I had originally intended on reviewing Jon Leon’s excellent and groundbreaking new chapbook TRACT. BlazeVox’s bandwidth restrictions, however, decided otherwise. Apparently, excessive traffic has brought the downloading of Jon’s masterpiece to a halt. Expect a full post dedicated to TRACT when the situation has been remedied.

from Series Magritte
Mark Young
moria (2006)
66 pg., $10

Mark Young has always been a poet of the thing rather than the medium. That is not meant with any disrespect. On the contrary, his dedication to articulating the most basic realities of our existence is a welcome change from the language consciousness with has held alternative poetry by the throat for so long. While Mark’s writing is always tuneful and agreeable, it is clear that his primary interest lies far beyond the mere vessel that is writing.

That being so, it may seem unusual that he chose to build a collection of poems around the work of René Magritte, the late great Belgian surrealist who once claimed that his images "do not mean anything." A disciple of the fantastic, Magritte crafted dreamy situations often hinged upon alien juxtapositions. He laid a veil of "mystery" (his own word) over every creation.

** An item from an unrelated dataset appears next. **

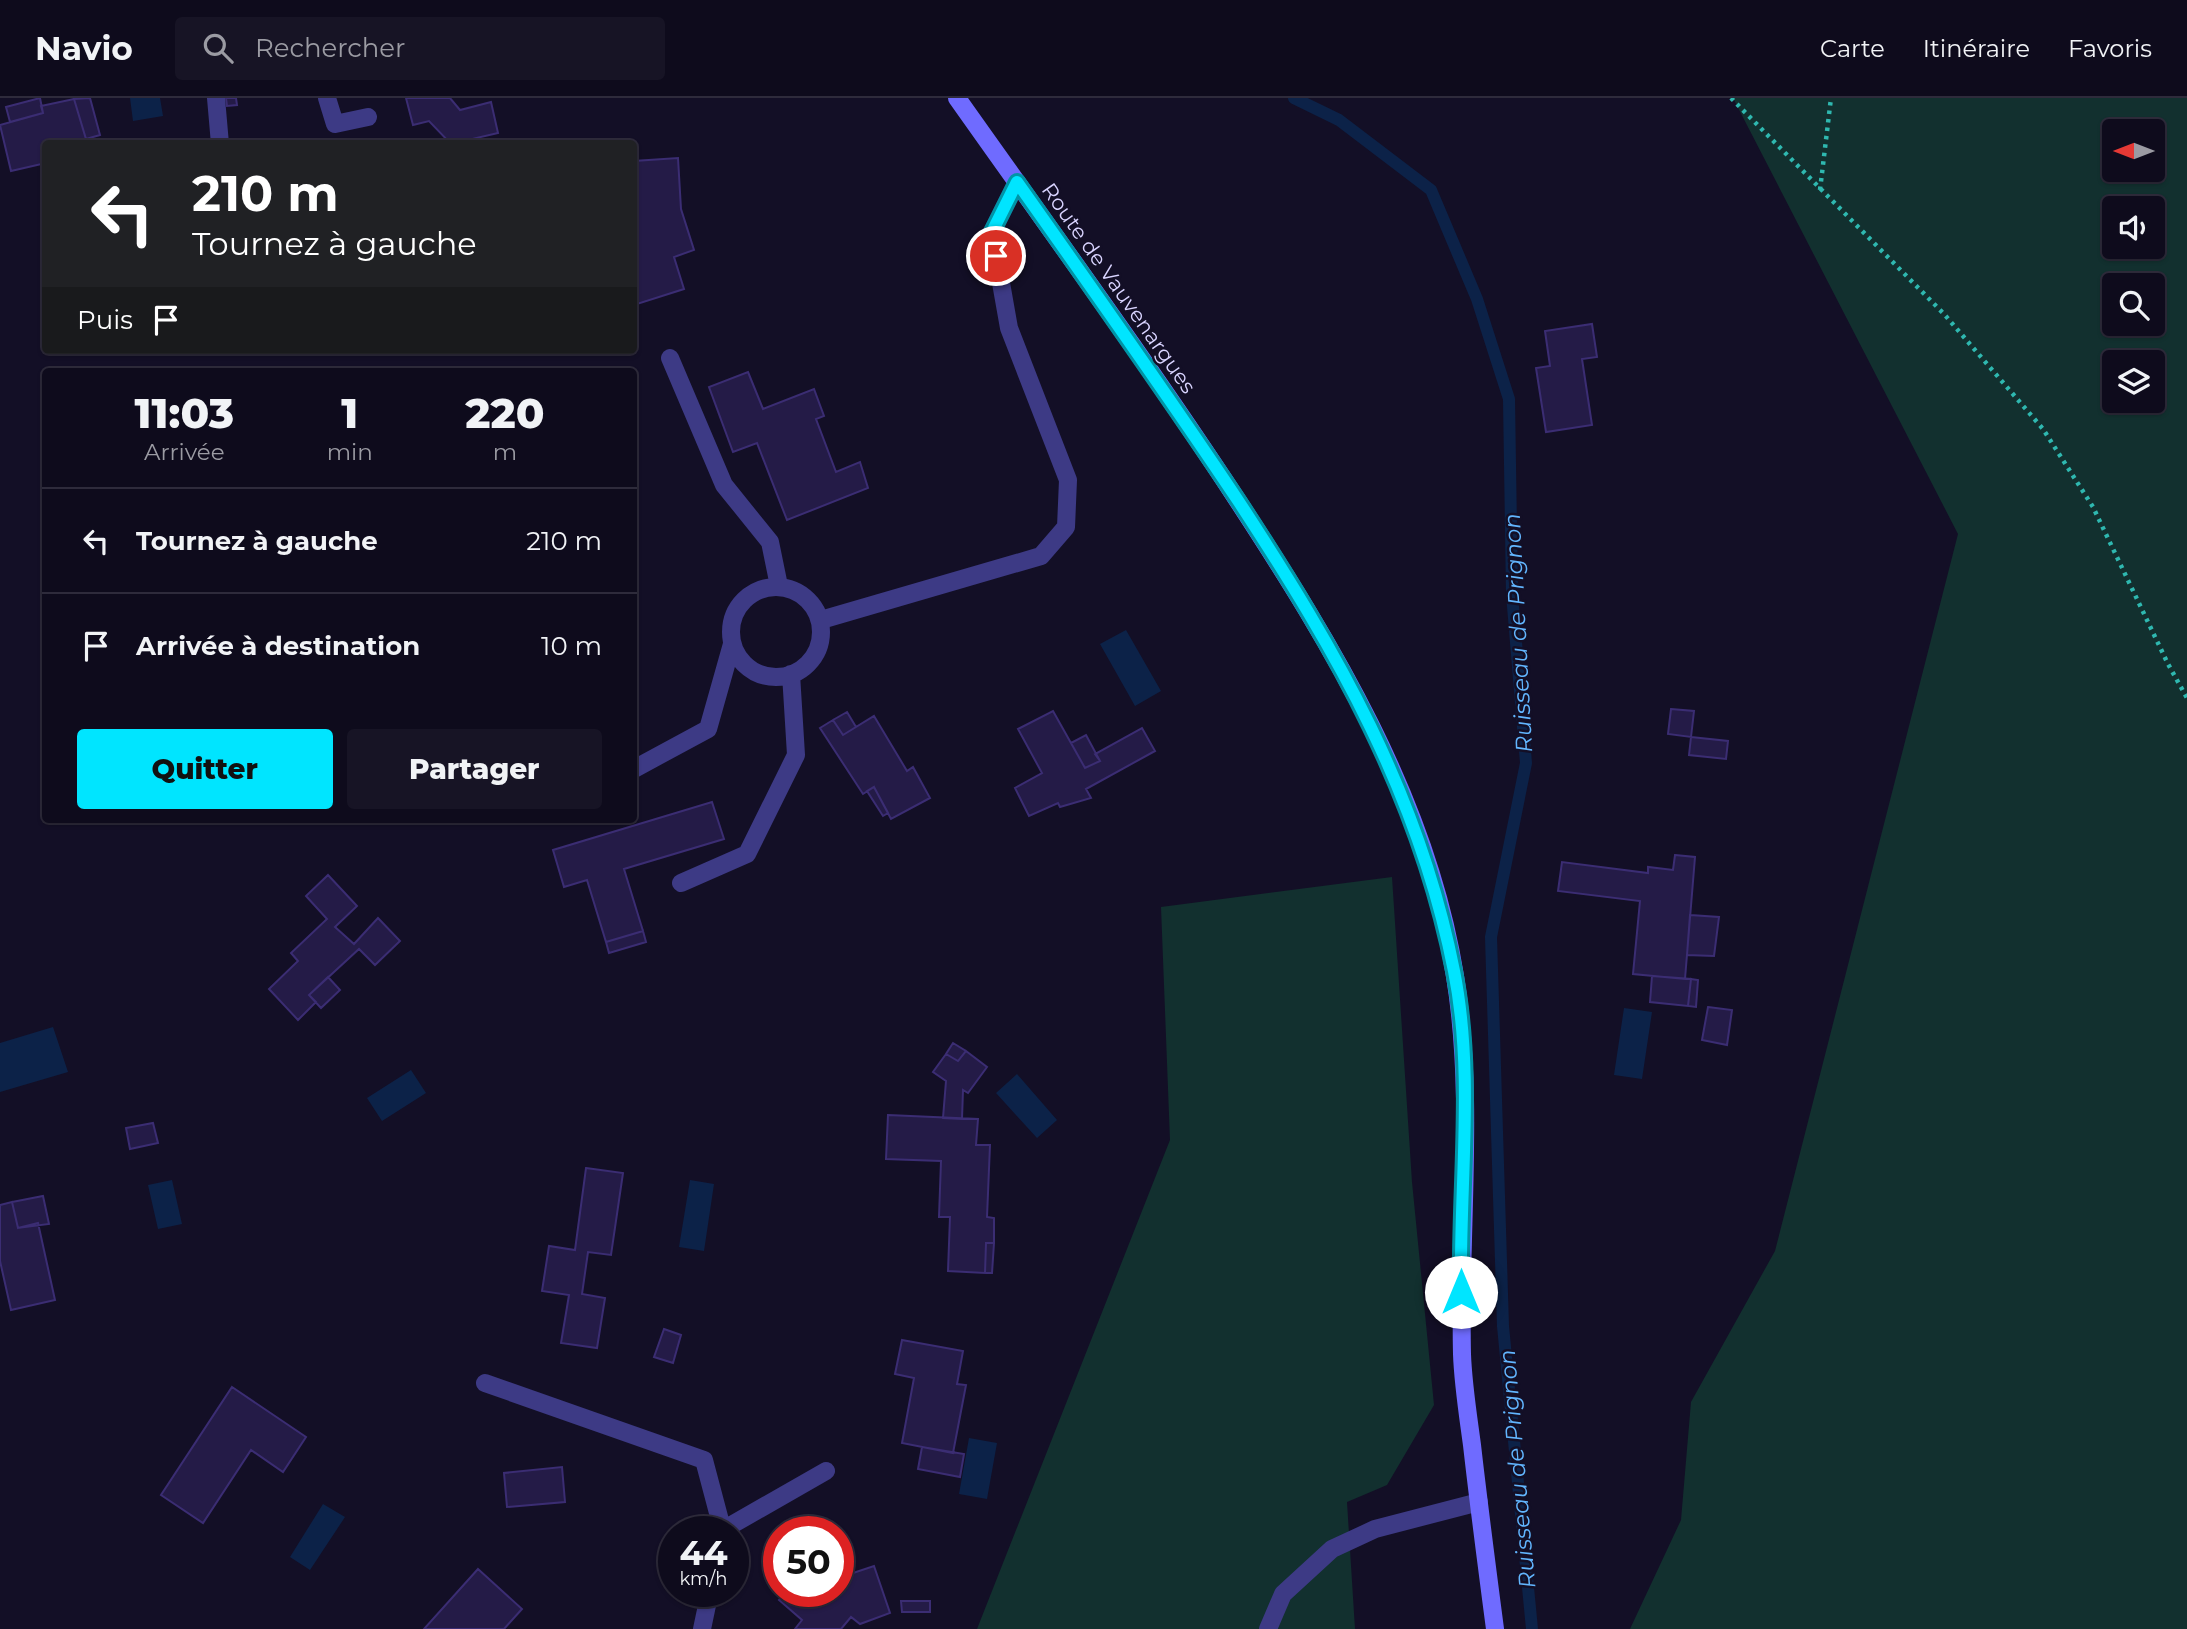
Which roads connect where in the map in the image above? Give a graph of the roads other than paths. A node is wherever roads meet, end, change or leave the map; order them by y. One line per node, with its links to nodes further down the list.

This hardly seems to be fertile ground for a realist whose mastery of form has never diminished his emphasis on function. Right?

Yet meaning is precisely what Young culls from these marvelous images, most of which he has so thoughtfully granted a companion poem. And though more than a few are fit to have leaked from the pen of Lamantia ("birds/ are made from/ the air/ The house/ we live in/ is a/ forest"), the majority are distinct products of the poet who managed to find the "real" in "surreal." Few remain within the hallucinatory constructs originally established by Magritte.

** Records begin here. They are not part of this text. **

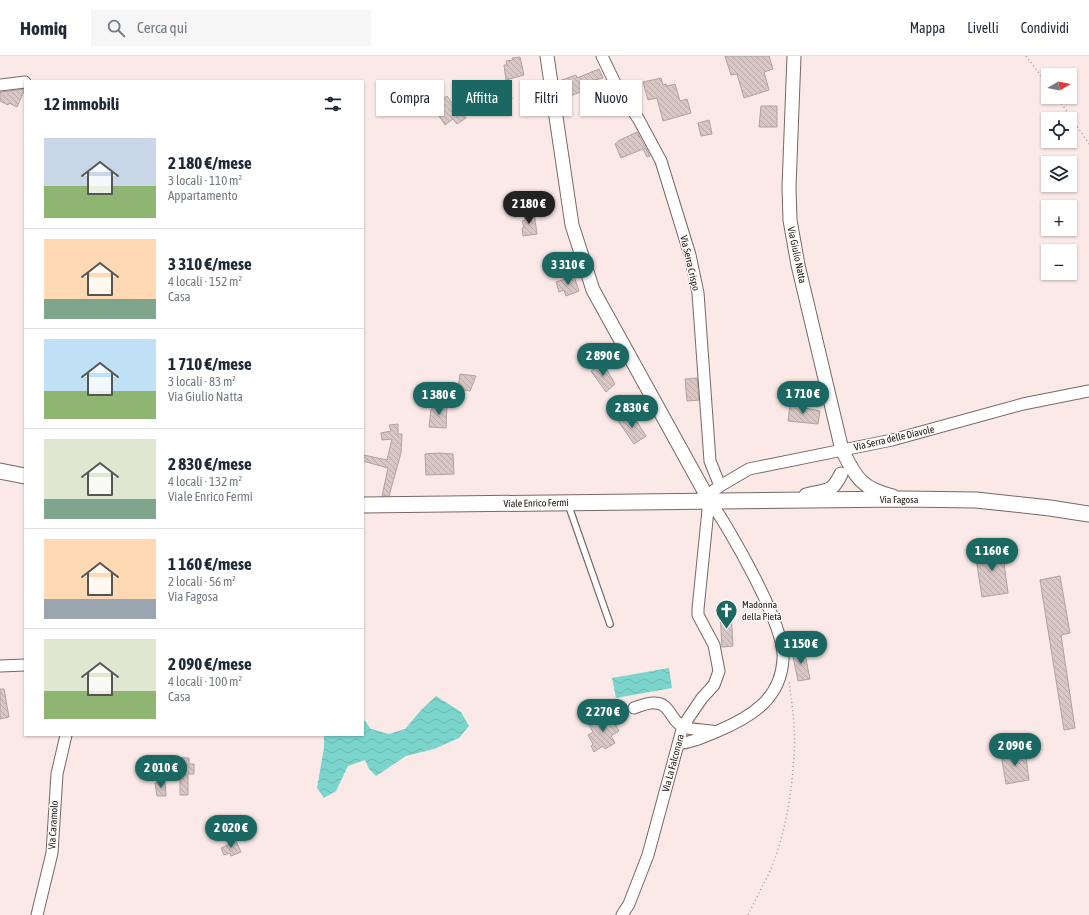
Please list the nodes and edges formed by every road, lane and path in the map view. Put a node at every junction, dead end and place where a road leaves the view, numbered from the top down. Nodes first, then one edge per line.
1 (547, 56) edge
2 (602, 56) edge
3 (794, 56) edge
4 (1026, 56) edge
5 (1041, 76) edge
6 (24, 82) edge
7 (0, 84) edge
8 (1062, 104) edge
9 (1089, 144) edge
10 (1089, 391) edge
11 (842, 450) junction
12 (0, 471) edge
13 (847, 473) junction
14 (24, 476) edge
15 (720, 486) junction
16 (792, 499) junction
17 (903, 499) junction
18 (709, 500) junction
19 (852, 500) junction
20 (568, 502) junction
21 (364, 504) edge
22 (1089, 514) edge
23 (610, 624) dead end
24 (24, 665) edge
25 (0, 666) edge
26 (788, 676) dead end
27 (634, 708) dead end
28 (682, 726) junction
29 (716, 732) junction
30 (66, 736) edge
31 (678, 744) junction
32 (37, 915) edge
33 (622, 915) edge
34 (748, 915) edge

1 - 18 street
2 - 15 street, Via Serra Crispo
3 - 11 street, Via Giulio Natta
4 - 5 path
6 - 7 street
8 - 9 path
10 - 11 street, Via Serra delle Diavole
11 - 13 street, Via Giulio Natta
11 - 15 street, Via Serra delle Diavole
12 - 14 main road
13 - 16 street
13 - 17 street
13 - 19 street
15 - 18 street, Via Serra delle Diavole
16 - 18 main road, Via Fagosa
16 - 19 main road, Via Fagosa
17 - 19 main road, Via Fagosa
17 - 22 main road, Via Fagosa
18 - 20 main road, Viale Enrico Fermi
18 - 28 street, Via La Falconara
18 - 29 street
20 - 21 main road, Viale Enrico Fermi
20 - 23 lane
24 - 25 street
26 - 34 path
27 - 28 street
28 - 29 street
28 - 31 street, Via La Falconara
29 - 31 street
30 - 32 street, Via Caramolo
31 - 33 street, Via La Falconara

Take for example, "Intermission." The painting: pale fragments of human bodies congregate next to a curtain; behind looms a spotted mountain surrounded by a brood of dark clouds. The poem: a left-ish contemplation on the "War on Terror" written in hay(na)ku form: "Let’s/ hope/ then that/ the actions of/ those/ who invaded/ Iraq or blew/ up Atocha Station/ were parts of/ the final act/ of a tragedy/ &/ not part/ of the intermission."

Another, "Golconda." The painting: sedate gentlemen fall from the sky at dusk (dawn?). The poem: a humorous little gem about love, life, and dating Mr./Ms. Average, it includes mention of the song "It’s Raining Men" and finishes: "if you ask enough people/ sooner or later some/body’s/ bound to come across/ even if it is only/ an anonymous Mr Average/ in a mass-produced bowler hat." Ain’t that the truth?

At one point Mark reflects on the style that is so typical of René and his comrade surrealists but so radically different from his own: "It is the image that is/ so/ first paint/ the painting/ & then decide/ what the/ locomotive emerging/ from the fireplace/ might mean." It is strange but perhaps not unpredictable (opposites attract, etc.) that the two styles (one top-down and the other bottom-up) mesh so nicely in Series.

The weakest poems of the bunch are those which merely turn painting to verse. They are often delectable ("I eat myself/ in exquisite agony"), but lack Mark’s fine sense of exposition. In other words, they leave you wanting something more; they are appetizers, not entrees. He manages to bridge the gap with “The Threshold of the Forest”, in which he ponders sullenly: "In the march/ of civilization/ there may come a time/ when the/ artificial forest/ is indistinguishable/ from the/ natural city." This sort of bristling cultural-analysis-in-ten-lines-or-less is wonderfully typical of Mark.

Series Magritte was released some time ago, and has existed in blog form for years. You have probably read earlier versions of many of these poems in any number of online or print venues. Nonetheless, it is a solid read that warrants far more applause than it has thus far received. Perfect bound with a glossy cover and back, it is available from moria via Lulu. If you’re down with the Belgian-Aussie connection, go grab a copy. You will neither regret it nor forget it anytime soon.